[STUDY MATERIAL]
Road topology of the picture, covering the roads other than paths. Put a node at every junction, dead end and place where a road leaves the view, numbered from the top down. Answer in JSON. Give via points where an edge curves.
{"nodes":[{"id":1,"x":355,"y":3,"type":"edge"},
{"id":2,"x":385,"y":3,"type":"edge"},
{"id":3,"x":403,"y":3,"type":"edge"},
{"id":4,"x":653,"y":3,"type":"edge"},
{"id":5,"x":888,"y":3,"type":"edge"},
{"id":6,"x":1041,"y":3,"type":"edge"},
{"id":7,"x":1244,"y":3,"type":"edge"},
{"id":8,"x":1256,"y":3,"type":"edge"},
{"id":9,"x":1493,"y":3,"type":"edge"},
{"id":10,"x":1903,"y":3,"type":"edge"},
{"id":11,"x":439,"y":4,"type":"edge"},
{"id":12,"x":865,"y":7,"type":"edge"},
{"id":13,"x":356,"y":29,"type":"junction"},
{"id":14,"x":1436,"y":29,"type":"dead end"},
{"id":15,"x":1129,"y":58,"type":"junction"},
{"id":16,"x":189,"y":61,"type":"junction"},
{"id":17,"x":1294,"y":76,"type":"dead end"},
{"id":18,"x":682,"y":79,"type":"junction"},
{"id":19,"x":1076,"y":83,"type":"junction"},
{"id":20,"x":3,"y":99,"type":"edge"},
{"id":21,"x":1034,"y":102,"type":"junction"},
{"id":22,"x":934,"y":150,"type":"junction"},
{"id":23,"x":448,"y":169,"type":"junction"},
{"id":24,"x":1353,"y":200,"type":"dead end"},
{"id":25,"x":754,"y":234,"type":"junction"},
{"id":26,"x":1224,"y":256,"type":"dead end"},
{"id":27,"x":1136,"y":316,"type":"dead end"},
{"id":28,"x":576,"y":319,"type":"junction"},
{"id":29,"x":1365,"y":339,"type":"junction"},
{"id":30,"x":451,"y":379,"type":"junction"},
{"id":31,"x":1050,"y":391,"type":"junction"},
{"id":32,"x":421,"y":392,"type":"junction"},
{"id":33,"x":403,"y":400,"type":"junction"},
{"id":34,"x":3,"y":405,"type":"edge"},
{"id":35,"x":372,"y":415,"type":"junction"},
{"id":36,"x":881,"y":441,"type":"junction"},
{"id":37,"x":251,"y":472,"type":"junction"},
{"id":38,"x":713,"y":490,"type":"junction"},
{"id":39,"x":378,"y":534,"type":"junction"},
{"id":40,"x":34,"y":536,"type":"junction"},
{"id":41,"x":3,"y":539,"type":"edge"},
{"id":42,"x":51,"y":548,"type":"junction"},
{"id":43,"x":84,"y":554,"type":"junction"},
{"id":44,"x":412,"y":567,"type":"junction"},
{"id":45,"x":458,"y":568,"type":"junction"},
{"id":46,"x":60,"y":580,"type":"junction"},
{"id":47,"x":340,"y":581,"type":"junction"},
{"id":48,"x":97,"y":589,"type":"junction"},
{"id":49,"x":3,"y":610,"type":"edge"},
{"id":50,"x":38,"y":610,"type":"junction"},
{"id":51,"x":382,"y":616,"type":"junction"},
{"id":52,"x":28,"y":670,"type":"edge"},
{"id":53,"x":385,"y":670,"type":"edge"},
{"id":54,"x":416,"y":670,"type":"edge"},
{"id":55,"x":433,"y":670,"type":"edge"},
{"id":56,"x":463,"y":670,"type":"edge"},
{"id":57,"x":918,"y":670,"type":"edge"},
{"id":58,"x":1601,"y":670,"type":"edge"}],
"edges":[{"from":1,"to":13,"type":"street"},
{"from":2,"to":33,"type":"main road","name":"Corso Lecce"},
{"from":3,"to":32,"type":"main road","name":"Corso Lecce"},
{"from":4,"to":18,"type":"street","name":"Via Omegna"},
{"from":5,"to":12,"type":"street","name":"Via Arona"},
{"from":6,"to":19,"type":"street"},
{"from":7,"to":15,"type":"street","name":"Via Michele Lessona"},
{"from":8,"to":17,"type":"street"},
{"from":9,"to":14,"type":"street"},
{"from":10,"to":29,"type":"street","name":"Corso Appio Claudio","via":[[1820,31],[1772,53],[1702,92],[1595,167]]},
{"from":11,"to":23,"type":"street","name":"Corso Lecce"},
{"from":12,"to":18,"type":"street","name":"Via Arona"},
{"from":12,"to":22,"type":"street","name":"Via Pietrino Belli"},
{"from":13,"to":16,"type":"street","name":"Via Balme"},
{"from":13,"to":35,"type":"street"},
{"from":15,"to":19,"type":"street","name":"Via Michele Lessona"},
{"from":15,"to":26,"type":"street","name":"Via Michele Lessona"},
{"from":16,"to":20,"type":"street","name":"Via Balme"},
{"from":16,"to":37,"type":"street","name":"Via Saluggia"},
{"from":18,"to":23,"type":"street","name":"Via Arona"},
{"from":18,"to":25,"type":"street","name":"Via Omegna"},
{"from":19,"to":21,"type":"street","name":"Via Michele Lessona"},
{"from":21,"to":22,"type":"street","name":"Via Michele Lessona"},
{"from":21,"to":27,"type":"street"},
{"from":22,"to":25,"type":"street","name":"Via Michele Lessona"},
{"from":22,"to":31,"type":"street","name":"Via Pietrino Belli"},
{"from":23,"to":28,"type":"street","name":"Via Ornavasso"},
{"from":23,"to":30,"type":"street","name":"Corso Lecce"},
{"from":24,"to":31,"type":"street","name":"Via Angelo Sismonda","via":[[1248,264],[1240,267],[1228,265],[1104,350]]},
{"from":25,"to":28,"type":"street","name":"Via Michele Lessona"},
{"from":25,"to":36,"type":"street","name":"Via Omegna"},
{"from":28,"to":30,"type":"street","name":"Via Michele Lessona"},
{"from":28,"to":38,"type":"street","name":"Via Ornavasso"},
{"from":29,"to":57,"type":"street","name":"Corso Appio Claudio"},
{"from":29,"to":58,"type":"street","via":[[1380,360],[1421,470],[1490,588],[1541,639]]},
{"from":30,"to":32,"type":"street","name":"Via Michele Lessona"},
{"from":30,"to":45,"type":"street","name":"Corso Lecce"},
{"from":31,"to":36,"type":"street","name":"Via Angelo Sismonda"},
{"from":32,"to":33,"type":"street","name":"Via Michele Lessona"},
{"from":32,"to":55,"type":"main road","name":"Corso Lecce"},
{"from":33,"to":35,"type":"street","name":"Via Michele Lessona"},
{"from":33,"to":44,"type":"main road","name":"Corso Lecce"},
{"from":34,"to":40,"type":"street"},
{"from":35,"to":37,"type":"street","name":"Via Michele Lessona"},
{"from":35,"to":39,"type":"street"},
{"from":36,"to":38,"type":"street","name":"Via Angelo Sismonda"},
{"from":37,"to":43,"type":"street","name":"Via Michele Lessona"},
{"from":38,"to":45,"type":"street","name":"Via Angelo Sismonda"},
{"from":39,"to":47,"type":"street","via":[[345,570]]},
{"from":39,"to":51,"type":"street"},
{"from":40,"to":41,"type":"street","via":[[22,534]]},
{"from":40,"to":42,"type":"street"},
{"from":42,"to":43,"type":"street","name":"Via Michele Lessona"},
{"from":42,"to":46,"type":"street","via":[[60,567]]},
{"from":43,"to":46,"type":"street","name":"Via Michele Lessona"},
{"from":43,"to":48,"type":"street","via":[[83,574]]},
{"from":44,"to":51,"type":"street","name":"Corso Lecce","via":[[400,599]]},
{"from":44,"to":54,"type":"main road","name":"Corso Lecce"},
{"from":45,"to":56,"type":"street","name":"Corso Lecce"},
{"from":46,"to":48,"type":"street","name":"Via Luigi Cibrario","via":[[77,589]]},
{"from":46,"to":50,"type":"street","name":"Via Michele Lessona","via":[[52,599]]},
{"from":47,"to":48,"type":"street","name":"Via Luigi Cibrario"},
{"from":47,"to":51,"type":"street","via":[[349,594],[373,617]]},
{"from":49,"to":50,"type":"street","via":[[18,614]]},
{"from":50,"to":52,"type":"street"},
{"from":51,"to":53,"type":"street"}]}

[WHAT TO WORK ON] Taking the listing above line by line, say how many lines include the string "Omegna", and give only that number.

[FINISHED EXERCISE] 3